Legion brought a lot of synergy within the spec and the introduction of Holy Words. Chakras were now baked in, in a sense. Instead of manually activating what stance you want to be in (with a minor cooldown every time at that), now you can activate it by simply switching spells. This gives Holy a lot of options for raid healing, spot or single-target healing, or even tank healing if need be.

Where Discipline is all about proactive healing, Holy is a star when it comes to reactive healing. Holy Words provide emergency buttons for both AOE and single target and offer a lot of burst healing with Serendipity and corresponding spells. Most of its talents provide synergy with these Holy Words, working together to reduce the cooldown timer and pump out even more Holy Words.

The Holy Words are Holy’s bread and butter. Holy Word: Serenity and Holy Word: Sanctify provide quick and powerful heals, with Flash Heal and Prayer of Healing acting as either filler or a way to lower cooldowns. Piety adds Prayer of Mending to Sanctify’s Serendipity, providing a passive reduction. Every time Prayer of Mending bounces, it has a chance to reduce the cooldown on Sanctify further.

Holy has utility, saving players from death with Guardian Spirit, healing from beyond the grave with Spirit of Redemption (and even coming back to life with a handy cloak), and boosting other healers’ throughput with Divine Hymn.

Priest hidden Artifact

Choosing your spec

If you’ve never played a healer before, Holy is probably easier to pick up, as it’s more forgiving and pretty straightforward. That’s not to say that Discipline can’t be picked up off the bat, but it requires a lot more management to get going. For players who are experienced at micro-managing DPS or with macros, Weak Auras, and target swapping, Discipline is easier to get into. Besides initial complexity and barrier of entry, the playstyle has a lot to do with enjoyment of the class. Discipline is meticulous about healing and excels at planning and periods of high burst, with periods of lower activity in between.

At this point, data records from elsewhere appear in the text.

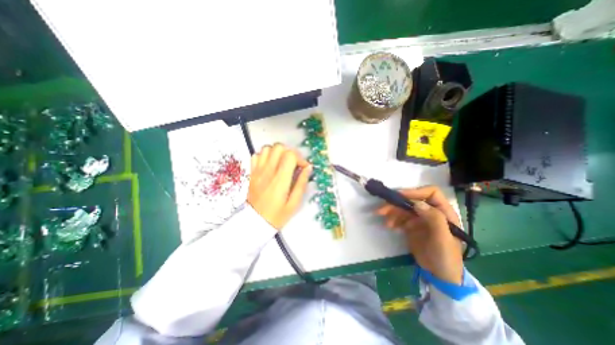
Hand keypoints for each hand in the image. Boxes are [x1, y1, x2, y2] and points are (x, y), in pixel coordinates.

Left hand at [247, 143, 312, 228]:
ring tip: (282, 163)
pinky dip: (265, 156)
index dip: (300, 158)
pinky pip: (257, 155)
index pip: (290, 155)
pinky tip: (270, 165)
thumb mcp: (294, 203)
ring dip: (277, 152)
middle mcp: (268, 171)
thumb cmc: (277, 215)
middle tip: (293, 163)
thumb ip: (301, 183)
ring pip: (267, 148)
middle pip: (279, 147)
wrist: (254, 222)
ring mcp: (258, 171)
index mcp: (280, 180)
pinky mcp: (252, 172)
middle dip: (290, 152)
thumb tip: (308, 168)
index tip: (303, 168)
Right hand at [375, 187, 466, 283]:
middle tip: (382, 210)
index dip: (415, 192)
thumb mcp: (443, 239)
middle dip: (396, 203)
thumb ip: (434, 219)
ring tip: (385, 222)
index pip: (431, 193)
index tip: (400, 196)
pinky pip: (400, 217)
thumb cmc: (446, 257)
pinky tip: (389, 226)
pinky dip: (393, 219)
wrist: (439, 276)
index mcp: (443, 212)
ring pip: (403, 208)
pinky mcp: (411, 225)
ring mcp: (420, 219)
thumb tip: (417, 203)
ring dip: (392, 212)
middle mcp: (431, 212)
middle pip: (412, 200)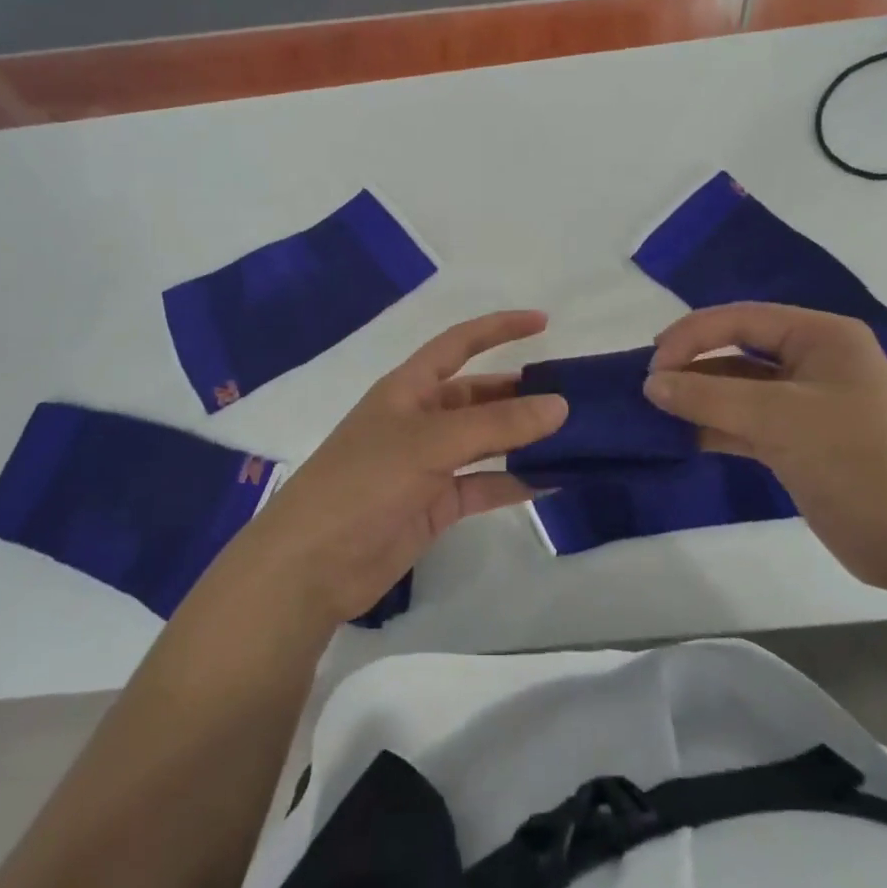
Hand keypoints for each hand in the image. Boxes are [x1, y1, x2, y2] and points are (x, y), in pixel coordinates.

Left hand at [224, 311, 566, 627]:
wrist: (312, 564)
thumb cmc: (364, 482)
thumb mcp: (430, 443)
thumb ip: (496, 425)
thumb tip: (559, 405)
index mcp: (409, 388)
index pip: (459, 344)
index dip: (498, 328)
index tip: (543, 322)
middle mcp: (420, 420)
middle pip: (479, 396)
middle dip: (520, 393)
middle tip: (573, 397)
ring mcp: (428, 465)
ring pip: (486, 442)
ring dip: (524, 439)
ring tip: (574, 437)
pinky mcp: (435, 505)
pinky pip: (484, 486)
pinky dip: (515, 483)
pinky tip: (553, 482)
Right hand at [643, 303, 886, 589]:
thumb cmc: (857, 460)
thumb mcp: (780, 420)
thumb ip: (709, 397)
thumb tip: (650, 384)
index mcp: (822, 336)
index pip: (743, 319)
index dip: (693, 334)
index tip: (653, 363)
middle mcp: (813, 361)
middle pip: (738, 350)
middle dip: (693, 365)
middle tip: (649, 386)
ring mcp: (805, 404)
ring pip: (738, 389)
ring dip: (699, 398)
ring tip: (654, 410)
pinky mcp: (798, 442)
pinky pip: (745, 422)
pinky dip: (714, 426)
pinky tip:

Holy, on the other hand, requires less planning, but is more equipped if things go wrong. In an emergency, proper use of the Holy Words can make or break an encounter. Holy is flexible and can easily swap from single target healing to raid AOE healing with a simple change of spells. Both specs can provide rewarding gameplay and a challenge, though Discipline is harder to master due to its unique playstyle. More work and effort goes into planning Atonements for damage periods, but it pays off when fight damage goes out and is already taken care of with a quick burst of Light’s Wrath. Likewise, Holy sometimes feels that perfect synergy when you time your Prayer of Mending, Sanctify, and Divine Hymn right to save the raid.

Whatever spec you choose, make sure it’s the one you love rather than the one you think you “should” play. There’s no harm in playing both and switching as needed — it might even make you a more well-rounded healer. We all pay to play this game and we should enjoy it while we’re here.